Speaking in this regard, R Seetharaman, Doha Bank Group Chief Executive Officer said, “The WPC will showcase the future scope of Qatar’s energy sector. Being held at QNCC, which is the world’s first ever facility to be Gold Accredited by US Green Building Council it will focus on various themes such as exploration, innovative technologies, complementary energy sources and sustainability commitment on environment, education and governance. It is a carbon neutral event emphasising Qatar Green Economy Initiatives.
“Over 60 countries including the Opec and non-Opec nations are participating in this congress. Ahead of the Opec meeting scheduled at Vienna in December 2011 the WPC has significant relevance in the present global scenario. WPC is also developing a sustainable energy sector and has entered into agreement with Qatar Foundation on recycling techniques.”
 Seetharaman also shared his outlook on the global energy markets. “World oil-consumption- GDP is expected to grow by 3.1% in 2012, compared with 3.5% in 2011. Downside risks predominate, as fears persist about the rate of global economic recovery, contagion effects of the debt crisis in the European Union, and other fiscal issues facing national governments. World consumption will grow by 1.32mn bpd to 88.4mn bpd this year, and by a further 1.44mn bpd in 2012.

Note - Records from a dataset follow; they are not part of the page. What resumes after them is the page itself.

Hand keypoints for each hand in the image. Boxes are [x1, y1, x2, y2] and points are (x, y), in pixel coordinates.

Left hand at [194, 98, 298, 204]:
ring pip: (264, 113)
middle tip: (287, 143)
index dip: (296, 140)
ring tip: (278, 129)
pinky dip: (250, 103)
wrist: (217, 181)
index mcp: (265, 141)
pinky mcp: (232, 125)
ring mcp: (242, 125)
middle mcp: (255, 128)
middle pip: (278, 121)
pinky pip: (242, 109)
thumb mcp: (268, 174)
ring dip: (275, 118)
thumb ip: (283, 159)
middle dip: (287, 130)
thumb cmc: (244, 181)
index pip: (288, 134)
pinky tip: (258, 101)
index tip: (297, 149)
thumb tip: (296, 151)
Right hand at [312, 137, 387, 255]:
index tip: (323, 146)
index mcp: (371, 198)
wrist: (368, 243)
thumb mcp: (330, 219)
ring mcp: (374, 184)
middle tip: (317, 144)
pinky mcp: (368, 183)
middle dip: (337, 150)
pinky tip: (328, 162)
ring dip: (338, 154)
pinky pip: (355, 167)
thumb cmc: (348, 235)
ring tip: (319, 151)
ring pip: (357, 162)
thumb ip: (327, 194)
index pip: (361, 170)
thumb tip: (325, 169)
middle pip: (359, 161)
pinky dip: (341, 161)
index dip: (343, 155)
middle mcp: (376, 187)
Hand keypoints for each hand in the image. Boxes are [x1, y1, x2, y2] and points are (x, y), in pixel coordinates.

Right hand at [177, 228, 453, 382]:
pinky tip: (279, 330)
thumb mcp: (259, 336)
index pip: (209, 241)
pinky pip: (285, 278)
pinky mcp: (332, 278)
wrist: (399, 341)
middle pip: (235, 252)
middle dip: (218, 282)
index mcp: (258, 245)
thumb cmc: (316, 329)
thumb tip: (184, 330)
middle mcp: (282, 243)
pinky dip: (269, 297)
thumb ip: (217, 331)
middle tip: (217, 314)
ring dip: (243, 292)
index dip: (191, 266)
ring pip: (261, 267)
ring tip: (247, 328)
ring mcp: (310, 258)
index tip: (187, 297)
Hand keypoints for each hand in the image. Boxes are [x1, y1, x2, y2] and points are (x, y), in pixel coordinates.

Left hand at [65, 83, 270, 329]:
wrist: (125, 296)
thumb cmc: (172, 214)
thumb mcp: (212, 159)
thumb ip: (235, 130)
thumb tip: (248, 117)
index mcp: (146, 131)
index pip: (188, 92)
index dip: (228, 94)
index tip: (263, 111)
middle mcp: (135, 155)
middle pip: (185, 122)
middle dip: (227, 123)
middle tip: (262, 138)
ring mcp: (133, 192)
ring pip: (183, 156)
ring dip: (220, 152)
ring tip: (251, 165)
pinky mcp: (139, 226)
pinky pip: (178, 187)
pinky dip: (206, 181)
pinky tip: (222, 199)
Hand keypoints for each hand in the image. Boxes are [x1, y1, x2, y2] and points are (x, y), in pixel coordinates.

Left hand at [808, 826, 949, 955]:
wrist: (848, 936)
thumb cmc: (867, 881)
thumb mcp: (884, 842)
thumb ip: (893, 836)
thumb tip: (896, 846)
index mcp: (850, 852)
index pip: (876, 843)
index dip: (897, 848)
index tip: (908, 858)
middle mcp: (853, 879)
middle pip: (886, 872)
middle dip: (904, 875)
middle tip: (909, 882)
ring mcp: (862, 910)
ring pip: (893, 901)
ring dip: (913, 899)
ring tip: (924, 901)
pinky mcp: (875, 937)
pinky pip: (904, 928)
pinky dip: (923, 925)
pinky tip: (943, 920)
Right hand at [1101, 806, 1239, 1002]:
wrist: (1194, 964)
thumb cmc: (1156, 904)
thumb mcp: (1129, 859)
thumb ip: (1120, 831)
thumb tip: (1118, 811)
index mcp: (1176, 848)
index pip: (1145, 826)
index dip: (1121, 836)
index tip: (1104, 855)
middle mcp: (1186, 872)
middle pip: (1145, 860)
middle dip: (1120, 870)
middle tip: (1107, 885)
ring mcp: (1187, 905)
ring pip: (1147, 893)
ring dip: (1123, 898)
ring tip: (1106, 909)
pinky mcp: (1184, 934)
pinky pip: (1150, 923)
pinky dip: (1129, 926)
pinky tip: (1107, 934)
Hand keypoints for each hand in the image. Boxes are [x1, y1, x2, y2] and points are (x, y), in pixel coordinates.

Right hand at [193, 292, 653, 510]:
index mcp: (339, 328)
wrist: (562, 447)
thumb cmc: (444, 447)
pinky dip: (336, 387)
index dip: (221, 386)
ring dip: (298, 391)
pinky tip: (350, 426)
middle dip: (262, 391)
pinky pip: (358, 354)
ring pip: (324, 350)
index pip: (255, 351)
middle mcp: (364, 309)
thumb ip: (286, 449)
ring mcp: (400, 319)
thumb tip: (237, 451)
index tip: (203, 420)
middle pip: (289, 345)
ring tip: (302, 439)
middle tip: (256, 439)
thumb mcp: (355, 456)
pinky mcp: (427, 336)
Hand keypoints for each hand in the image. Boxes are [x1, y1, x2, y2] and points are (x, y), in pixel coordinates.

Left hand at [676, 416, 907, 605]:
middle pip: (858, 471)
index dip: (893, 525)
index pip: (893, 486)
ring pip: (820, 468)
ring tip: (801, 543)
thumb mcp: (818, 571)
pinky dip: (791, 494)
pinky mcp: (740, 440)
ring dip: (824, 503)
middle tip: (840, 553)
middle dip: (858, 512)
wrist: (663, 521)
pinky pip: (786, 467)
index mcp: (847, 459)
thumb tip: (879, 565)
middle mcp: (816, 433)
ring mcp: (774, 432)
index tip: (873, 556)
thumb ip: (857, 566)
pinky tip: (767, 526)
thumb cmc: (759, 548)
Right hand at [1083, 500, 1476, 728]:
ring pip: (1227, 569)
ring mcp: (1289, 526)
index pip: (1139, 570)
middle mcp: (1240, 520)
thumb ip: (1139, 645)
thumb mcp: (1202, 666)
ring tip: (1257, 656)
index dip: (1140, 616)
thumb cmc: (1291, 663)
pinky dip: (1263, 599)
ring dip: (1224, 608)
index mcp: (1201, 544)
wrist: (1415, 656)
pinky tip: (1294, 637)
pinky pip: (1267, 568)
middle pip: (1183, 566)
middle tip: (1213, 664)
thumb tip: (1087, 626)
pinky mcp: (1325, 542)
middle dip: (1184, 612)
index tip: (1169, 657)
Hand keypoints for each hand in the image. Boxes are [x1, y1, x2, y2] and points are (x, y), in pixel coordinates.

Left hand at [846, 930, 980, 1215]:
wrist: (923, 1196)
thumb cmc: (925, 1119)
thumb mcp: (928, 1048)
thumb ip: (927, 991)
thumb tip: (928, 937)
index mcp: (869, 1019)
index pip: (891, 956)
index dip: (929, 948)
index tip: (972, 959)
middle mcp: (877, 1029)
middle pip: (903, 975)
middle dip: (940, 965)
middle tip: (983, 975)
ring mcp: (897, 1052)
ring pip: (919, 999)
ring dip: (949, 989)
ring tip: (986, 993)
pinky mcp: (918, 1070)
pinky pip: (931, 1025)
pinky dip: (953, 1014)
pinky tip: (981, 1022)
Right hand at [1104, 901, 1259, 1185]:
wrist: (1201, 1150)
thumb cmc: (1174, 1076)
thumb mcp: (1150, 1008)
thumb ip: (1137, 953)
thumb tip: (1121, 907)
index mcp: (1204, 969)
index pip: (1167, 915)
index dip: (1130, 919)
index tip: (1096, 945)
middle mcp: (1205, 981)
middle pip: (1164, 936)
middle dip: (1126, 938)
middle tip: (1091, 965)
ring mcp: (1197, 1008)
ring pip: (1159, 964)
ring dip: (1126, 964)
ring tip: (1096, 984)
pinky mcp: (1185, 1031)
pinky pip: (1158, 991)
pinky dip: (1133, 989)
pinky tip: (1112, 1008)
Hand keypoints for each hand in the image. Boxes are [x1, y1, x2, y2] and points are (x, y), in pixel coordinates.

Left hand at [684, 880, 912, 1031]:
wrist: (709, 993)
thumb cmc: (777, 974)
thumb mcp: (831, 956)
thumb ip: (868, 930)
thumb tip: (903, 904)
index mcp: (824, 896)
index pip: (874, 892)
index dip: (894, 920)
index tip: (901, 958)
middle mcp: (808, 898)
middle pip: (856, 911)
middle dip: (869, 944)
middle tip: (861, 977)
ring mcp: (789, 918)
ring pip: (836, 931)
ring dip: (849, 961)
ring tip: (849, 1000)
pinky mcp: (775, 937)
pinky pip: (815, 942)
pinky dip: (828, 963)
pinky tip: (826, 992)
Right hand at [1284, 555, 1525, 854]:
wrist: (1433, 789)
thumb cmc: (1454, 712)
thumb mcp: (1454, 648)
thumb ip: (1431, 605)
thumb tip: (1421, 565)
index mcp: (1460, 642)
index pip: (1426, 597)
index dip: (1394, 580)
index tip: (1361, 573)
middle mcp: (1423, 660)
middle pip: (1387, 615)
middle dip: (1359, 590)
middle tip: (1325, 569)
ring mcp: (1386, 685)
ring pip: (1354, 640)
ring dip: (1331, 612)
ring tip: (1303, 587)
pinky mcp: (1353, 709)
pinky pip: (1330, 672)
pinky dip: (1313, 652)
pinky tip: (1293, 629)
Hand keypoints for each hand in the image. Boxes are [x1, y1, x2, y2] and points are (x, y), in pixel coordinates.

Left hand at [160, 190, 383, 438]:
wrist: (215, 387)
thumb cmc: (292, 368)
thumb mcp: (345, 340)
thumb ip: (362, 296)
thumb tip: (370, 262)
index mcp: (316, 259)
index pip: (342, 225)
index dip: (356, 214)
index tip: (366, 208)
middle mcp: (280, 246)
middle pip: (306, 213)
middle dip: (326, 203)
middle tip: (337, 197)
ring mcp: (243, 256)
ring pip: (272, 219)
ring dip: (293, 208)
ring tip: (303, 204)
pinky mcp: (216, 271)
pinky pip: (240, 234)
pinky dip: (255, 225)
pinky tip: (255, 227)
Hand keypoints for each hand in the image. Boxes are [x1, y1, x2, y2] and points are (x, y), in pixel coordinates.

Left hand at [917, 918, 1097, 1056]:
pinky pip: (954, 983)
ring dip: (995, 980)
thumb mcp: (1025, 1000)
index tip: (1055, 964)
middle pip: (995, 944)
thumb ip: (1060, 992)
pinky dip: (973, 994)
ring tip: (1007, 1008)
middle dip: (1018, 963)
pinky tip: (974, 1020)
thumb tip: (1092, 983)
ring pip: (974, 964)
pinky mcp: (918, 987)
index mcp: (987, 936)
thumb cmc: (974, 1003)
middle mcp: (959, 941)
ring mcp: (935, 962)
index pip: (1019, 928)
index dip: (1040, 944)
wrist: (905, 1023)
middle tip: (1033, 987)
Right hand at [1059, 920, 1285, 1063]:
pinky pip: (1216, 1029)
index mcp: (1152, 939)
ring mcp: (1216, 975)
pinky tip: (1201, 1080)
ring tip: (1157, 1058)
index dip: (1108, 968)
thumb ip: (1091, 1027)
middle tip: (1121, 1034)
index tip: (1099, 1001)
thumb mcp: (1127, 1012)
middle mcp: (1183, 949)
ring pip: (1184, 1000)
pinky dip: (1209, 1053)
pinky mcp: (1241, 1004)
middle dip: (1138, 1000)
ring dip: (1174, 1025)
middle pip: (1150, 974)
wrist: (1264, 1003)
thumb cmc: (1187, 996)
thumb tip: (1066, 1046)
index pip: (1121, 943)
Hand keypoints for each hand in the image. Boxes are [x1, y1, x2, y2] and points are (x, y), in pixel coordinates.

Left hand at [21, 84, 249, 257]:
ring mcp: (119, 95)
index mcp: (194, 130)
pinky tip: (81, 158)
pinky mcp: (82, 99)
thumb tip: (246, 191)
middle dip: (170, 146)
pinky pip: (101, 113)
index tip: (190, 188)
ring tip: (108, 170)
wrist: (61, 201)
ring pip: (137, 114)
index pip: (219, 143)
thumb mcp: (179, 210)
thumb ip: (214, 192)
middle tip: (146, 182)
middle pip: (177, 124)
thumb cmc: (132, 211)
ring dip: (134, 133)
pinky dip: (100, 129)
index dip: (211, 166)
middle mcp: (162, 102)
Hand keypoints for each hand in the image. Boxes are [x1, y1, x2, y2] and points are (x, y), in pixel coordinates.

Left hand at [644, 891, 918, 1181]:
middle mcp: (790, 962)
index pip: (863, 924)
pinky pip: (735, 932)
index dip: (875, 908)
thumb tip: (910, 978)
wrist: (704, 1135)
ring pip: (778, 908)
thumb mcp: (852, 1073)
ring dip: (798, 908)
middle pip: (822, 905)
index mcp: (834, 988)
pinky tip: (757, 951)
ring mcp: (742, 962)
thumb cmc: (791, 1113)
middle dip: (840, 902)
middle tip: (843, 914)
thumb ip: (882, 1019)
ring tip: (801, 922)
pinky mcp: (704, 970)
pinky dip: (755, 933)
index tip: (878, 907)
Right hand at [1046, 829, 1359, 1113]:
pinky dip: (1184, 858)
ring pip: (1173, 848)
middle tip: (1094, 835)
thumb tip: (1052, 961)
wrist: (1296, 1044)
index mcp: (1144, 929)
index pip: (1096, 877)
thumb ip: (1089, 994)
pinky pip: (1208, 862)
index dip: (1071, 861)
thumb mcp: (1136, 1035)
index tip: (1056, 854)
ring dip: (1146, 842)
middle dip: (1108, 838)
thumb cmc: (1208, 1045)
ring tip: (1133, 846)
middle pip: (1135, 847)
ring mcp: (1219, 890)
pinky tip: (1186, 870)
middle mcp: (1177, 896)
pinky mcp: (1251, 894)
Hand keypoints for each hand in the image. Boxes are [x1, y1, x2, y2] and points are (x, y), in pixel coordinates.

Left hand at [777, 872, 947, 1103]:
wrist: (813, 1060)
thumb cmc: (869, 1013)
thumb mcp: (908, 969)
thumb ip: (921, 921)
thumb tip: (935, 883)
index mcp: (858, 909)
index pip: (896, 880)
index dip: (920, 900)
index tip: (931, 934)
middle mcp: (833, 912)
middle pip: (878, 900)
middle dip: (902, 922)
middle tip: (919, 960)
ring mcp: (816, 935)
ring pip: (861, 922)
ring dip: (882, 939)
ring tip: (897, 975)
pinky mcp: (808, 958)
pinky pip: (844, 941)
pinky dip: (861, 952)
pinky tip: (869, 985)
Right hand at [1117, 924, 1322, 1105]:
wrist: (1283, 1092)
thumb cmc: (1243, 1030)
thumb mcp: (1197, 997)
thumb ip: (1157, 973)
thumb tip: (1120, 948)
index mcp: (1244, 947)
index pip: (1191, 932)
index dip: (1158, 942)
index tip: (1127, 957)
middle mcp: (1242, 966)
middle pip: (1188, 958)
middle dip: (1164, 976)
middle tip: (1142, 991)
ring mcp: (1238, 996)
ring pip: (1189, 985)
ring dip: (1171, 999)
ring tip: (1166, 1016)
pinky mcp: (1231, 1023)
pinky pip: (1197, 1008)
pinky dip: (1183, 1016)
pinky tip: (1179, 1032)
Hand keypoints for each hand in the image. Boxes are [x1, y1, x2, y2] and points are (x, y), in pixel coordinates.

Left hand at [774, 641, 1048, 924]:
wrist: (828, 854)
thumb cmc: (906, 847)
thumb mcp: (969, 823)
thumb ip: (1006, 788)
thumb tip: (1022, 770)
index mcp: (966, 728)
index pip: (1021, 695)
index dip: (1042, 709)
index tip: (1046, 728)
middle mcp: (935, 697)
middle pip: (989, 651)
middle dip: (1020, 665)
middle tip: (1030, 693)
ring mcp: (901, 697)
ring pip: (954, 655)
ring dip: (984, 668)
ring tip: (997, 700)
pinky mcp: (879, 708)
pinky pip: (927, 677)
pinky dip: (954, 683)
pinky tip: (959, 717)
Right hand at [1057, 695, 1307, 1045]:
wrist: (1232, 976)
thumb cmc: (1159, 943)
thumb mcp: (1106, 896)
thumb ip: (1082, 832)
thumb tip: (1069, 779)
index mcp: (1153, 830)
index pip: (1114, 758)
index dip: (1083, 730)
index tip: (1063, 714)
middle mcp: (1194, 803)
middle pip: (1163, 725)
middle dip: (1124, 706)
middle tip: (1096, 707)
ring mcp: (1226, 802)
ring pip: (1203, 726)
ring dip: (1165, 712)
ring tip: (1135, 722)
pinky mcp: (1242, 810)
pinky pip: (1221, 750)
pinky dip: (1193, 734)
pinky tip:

“OECD countries’ total oil demand is estimated to decline by 0.59% in 2011.The non-OECD countries are expected to account for all of the world’s growth over the next two years, with the largest contributions coming from China, the Middle East, and Brazil. Projected Opec crude oil production is expected to increase by 0.5 in 2011 and 1.1mn bpd by 2012. Non-Opec supply in 2011 is forecast to increase by 0.2mn bpd and by 0.8mn bpd in 2012.
“Brazil, Canada, Colombia, the US, Ghana, and Russia are expected to be the main contributors to next year’s growth, while Norway, UK, and  Mexico are anticipated to experience the largest declines. Brent crude has averaged over $111 a barrel this year, up from just over $80 in 2010, adding to manufacturing costs and leaving consumers with less disposable income – a sustained price between $70 and $80 is expected to stabilise in the present global conditions,” he said.
The Doha Bank CEO also gave an insight into the various investment projects in line in the oil and gas sector.
“Opec would spend $155bn on projects coming on stream between 2010 and 2014 and Opec is planning almost 132 projects for 2011-15 projected at an investment figure of close to $300bn. Huge investments are being made to maintain existing fields and infrastructure, develop new capacity, build pipelines and terminals, construct refineries and expand sea transportation fleets. Opec countries’ varying spare capacity is set to double in four years when it will reach 8mn bpd.”
Pointing out the significant developments in the GCC energy sector, Seetharaman highlighted the major projects underway such as the Saudi Aramco and the Japanese refining company Showa Shell pilot solar power plant, Kuwait Solar Power project, Qatar’s 12 fully solar-powered stadiums which is one of the most ambitious alternative energy projects in the region, Masdar, the Abu Dhabi government-backed renewable energy company wind turbine facility and Bahrain ‘hybrid’ power plants for solar and wind energy at a cost of around $8mn. There are various other wind and electrical power projects in the pipeline for GCC.
“Qatar hydrocarbon sector is also experiencing significant developments and Qatar recently achieved the milestone of 77mn tonnes of LNG. Qatar is to take advantage position in the global energy stage as the world’s largest LNG producer and transhipper.
“We had a significant boost in world energy sector with 1st phase of Pearl GTL being completed. Among other achievements include the four mega liquefaction trains with 100% capacity and RasGas delivering LNG cargo to Turkey. Qatar is also playing an increased role in aiding Japan and the Asia Pacific markets with increased export of natural gas. Qatar’s position is being strengthened to a greater extent with major conferences such as WPC and GECF being held in the country,” Seetharaman said.